-- Activity --
Return the records exactly, with nothing added.

-- Exercise data --
|---|
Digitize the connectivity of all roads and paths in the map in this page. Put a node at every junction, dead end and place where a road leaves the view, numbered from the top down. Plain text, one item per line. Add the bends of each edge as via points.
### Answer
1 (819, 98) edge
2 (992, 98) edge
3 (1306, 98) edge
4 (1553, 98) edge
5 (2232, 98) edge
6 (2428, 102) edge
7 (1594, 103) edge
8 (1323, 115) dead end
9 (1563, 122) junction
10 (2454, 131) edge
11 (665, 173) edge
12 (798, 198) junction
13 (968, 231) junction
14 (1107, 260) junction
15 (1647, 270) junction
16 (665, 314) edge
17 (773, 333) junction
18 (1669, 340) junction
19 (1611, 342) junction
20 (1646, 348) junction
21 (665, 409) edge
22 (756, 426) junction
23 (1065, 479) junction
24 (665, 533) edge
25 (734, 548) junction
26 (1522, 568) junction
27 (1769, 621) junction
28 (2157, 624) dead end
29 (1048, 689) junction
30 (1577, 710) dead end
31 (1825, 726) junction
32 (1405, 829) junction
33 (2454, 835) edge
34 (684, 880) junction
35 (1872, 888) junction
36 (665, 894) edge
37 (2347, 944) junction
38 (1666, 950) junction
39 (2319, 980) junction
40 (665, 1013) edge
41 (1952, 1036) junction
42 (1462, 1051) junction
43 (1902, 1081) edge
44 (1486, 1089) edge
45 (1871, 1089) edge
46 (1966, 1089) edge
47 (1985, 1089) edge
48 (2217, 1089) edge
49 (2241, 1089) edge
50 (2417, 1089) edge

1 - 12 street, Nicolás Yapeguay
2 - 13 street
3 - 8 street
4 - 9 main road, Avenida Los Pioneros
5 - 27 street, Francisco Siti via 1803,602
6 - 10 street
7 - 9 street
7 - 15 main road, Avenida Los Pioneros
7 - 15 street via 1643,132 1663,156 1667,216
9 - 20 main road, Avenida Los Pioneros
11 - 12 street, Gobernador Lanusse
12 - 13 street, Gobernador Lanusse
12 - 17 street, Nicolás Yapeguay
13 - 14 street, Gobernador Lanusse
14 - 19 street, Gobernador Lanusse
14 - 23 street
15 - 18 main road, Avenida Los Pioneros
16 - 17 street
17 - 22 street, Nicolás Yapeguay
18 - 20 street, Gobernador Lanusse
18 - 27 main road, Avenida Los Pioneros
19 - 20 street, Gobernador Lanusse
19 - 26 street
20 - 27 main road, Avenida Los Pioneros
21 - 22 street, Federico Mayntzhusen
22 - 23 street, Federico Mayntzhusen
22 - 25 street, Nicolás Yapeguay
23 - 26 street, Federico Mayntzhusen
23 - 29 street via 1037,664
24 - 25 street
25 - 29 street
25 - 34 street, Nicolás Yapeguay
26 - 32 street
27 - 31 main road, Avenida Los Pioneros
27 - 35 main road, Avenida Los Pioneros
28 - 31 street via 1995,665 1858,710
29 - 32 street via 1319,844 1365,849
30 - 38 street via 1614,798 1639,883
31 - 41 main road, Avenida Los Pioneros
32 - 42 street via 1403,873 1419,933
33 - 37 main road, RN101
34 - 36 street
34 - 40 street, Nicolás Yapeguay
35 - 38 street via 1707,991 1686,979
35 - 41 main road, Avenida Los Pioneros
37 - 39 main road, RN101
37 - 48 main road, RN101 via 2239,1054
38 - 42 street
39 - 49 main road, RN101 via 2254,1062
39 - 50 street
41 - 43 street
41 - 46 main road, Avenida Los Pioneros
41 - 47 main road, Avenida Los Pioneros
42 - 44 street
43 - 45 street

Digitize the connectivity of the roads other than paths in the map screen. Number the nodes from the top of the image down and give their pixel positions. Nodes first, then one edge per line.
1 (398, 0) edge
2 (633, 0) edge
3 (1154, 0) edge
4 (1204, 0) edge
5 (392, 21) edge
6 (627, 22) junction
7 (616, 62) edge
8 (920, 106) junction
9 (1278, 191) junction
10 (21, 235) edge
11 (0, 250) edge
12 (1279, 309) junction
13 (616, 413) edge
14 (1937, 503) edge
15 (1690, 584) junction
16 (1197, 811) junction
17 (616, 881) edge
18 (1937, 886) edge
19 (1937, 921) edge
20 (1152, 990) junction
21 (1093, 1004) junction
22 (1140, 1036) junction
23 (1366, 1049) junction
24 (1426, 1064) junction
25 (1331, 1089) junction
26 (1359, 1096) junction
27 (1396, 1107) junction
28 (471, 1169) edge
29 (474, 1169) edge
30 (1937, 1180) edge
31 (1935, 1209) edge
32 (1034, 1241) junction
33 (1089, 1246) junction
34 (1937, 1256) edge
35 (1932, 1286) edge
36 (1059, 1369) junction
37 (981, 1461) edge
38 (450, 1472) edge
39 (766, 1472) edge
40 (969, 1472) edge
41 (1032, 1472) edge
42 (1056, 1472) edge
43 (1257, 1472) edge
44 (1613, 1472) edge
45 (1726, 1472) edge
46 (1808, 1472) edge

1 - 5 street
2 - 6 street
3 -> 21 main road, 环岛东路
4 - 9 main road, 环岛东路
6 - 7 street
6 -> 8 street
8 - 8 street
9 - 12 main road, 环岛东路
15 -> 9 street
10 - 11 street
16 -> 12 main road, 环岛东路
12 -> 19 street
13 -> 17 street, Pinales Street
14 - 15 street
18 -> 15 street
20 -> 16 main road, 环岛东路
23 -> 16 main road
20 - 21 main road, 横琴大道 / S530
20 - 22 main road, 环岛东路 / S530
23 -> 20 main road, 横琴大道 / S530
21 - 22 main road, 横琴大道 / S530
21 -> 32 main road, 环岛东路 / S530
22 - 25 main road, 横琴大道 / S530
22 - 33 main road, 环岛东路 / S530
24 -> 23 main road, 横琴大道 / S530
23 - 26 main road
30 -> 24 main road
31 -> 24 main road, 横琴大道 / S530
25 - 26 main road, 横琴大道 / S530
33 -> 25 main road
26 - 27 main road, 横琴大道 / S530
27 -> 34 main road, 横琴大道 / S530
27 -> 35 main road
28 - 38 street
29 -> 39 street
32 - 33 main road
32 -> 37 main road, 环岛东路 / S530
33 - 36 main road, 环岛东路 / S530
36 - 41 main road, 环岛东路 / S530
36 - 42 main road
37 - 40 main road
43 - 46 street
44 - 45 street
|---|
-- Answer to this exercise --
Digitize the connectivity of all roads and paths in the map in this page. Put a node at every junction, dead end and place where a road leaves the view, numbered from the top down. Plain text, one item per line. Add the bends of each edge as via points.
### Answer
1 (819, 98) edge
2 (992, 98) edge
3 (1306, 98) edge
4 (1553, 98) edge
5 (2232, 98) edge
6 (2428, 102) edge
7 (1594, 103) edge
8 (1323, 115) dead end
9 (1563, 122) junction
10 (2454, 131) edge
11 (665, 173) edge
12 (798, 198) junction
13 (968, 231) junction
14 (1107, 260) junction
15 (1647, 270) junction
16 (665, 314) edge
17 (773, 333) junction
18 (1669, 340) junction
19 (1611, 342) junction
20 (1646, 348) junction
21 (665, 409) edge
22 (756, 426) junction
23 (1065, 479) junction
24 (665, 533) edge
25 (734, 548) junction
26 (1522, 568) junction
27 (1769, 621) junction
28 (2157, 624) dead end
29 (1048, 689) junction
30 (1577, 710) dead end
31 (1825, 726) junction
32 (1405, 829) junction
33 (2454, 835) edge
34 (684, 880) junction
35 (1872, 888) junction
36 (665, 894) edge
37 (2347, 944) junction
38 (1666, 950) junction
39 (2319, 980) junction
40 (665, 1013) edge
41 (1952, 1036) junction
42 (1462, 1051) junction
43 (1902, 1081) edge
44 (1486, 1089) edge
45 (1871, 1089) edge
46 (1966, 1089) edge
47 (1985, 1089) edge
48 (2217, 1089) edge
49 (2241, 1089) edge
50 (2417, 1089) edge

1 - 12 street, Nicolás Yapeguay
2 - 13 street
3 - 8 street
4 - 9 main road, Avenida Los Pioneros
5 - 27 street, Francisco Siti via 1803,602
6 - 10 street
7 - 9 street
7 - 15 main road, Avenida Los Pioneros
7 - 15 street via 1643,132 1663,156 1667,216
9 - 20 main road, Avenida Los Pioneros
11 - 12 street, Gobernador Lanusse
12 - 13 street, Gobernador Lanusse
12 - 17 street, Nicolás Yapeguay
13 - 14 street, Gobernador Lanusse
14 - 19 street, Gobernador Lanusse
14 - 23 street
15 - 18 main road, Avenida Los Pioneros
16 - 17 street
17 - 22 street, Nicolás Yapeguay
18 - 20 street, Gobernador Lanusse
18 - 27 main road, Avenida Los Pioneros
19 - 20 street, Gobernador Lanusse
19 - 26 street
20 - 27 main road, Avenida Los Pioneros
21 - 22 street, Federico Mayntzhusen
22 - 23 street, Federico Mayntzhusen
22 - 25 street, Nicolás Yapeguay
23 - 26 street, Federico Mayntzhusen
23 - 29 street via 1037,664
24 - 25 street
25 - 29 street
25 - 34 street, Nicolás Yapeguay
26 - 32 street
27 - 31 main road, Avenida Los Pioneros
27 - 35 main road, Avenida Los Pioneros
28 - 31 street via 1995,665 1858,710
29 - 32 street via 1319,844 1365,849
30 - 38 street via 1614,798 1639,883
31 - 41 main road, Avenida Los Pioneros
32 - 42 street via 1403,873 1419,933
33 - 37 main road, RN101
34 - 36 street
34 - 40 street, Nicolás Yapeguay
35 - 38 street via 1707,991 1686,979
35 - 41 main road, Avenida Los Pioneros
37 - 39 main road, RN101
37 - 48 main road, RN101 via 2239,1054
38 - 42 street
39 - 49 main road, RN101 via 2254,1062
39 - 50 street
41 - 43 street
41 - 46 main road, Avenida Los Pioneros
41 - 47 main road, Avenida Los Pioneros
42 - 44 street
43 - 45 street

Digitize the connectivity of the roads other than paths in the map screen. Number the nodes from the top of the image down and give their pixel positions. Nodes first, then one edge per line.
1 (398, 0) edge
2 (633, 0) edge
3 (1154, 0) edge
4 (1204, 0) edge
5 (392, 21) edge
6 (627, 22) junction
7 (616, 62) edge
8 (920, 106) junction
9 (1278, 191) junction
10 (21, 235) edge
11 (0, 250) edge
12 (1279, 309) junction
13 (616, 413) edge
14 (1937, 503) edge
15 (1690, 584) junction
16 (1197, 811) junction
17 (616, 881) edge
18 (1937, 886) edge
19 (1937, 921) edge
20 (1152, 990) junction
21 (1093, 1004) junction
22 (1140, 1036) junction
23 (1366, 1049) junction
24 (1426, 1064) junction
25 (1331, 1089) junction
26 (1359, 1096) junction
27 (1396, 1107) junction
28 (471, 1169) edge
29 (474, 1169) edge
30 (1937, 1180) edge
31 (1935, 1209) edge
32 (1034, 1241) junction
33 (1089, 1246) junction
34 (1937, 1256) edge
35 (1932, 1286) edge
36 (1059, 1369) junction
37 (981, 1461) edge
38 (450, 1472) edge
39 (766, 1472) edge
40 (969, 1472) edge
41 (1032, 1472) edge
42 (1056, 1472) edge
43 (1257, 1472) edge
44 (1613, 1472) edge
45 (1726, 1472) edge
46 (1808, 1472) edge

1 - 5 street
2 - 6 street
3 -> 21 main road, 环岛东路
4 - 9 main road, 环岛东路
6 - 7 street
6 -> 8 street
8 - 8 street
9 - 12 main road, 环岛东路
15 -> 9 street
10 - 11 street
16 -> 12 main road, 环岛东路
12 -> 19 street
13 -> 17 street, Pinales Street
14 - 15 street
18 -> 15 street
20 -> 16 main road, 环岛东路
23 -> 16 main road
20 - 21 main road, 横琴大道 / S530
20 - 22 main road, 环岛东路 / S530
23 -> 20 main road, 横琴大道 / S530
21 - 22 main road, 横琴大道 / S530
21 -> 32 main road, 环岛东路 / S530
22 - 25 main road, 横琴大道 / S530
22 - 33 main road, 环岛东路 / S530
24 -> 23 main road, 横琴大道 / S530
23 - 26 main road
30 -> 24 main road
31 -> 24 main road, 横琴大道 / S530
25 - 26 main road, 横琴大道 / S530
33 -> 25 main road
26 - 27 main road, 横琴大道 / S530
27 -> 34 main road, 横琴大道 / S530
27 -> 35 main road
28 - 38 street
29 -> 39 street
32 - 33 main road
32 -> 37 main road, 环岛东路 / S530
33 - 36 main road, 环岛东路 / S530
36 - 41 main road, 环岛东路 / S530
36 - 42 main road
37 - 40 main road
43 - 46 street
44 - 45 street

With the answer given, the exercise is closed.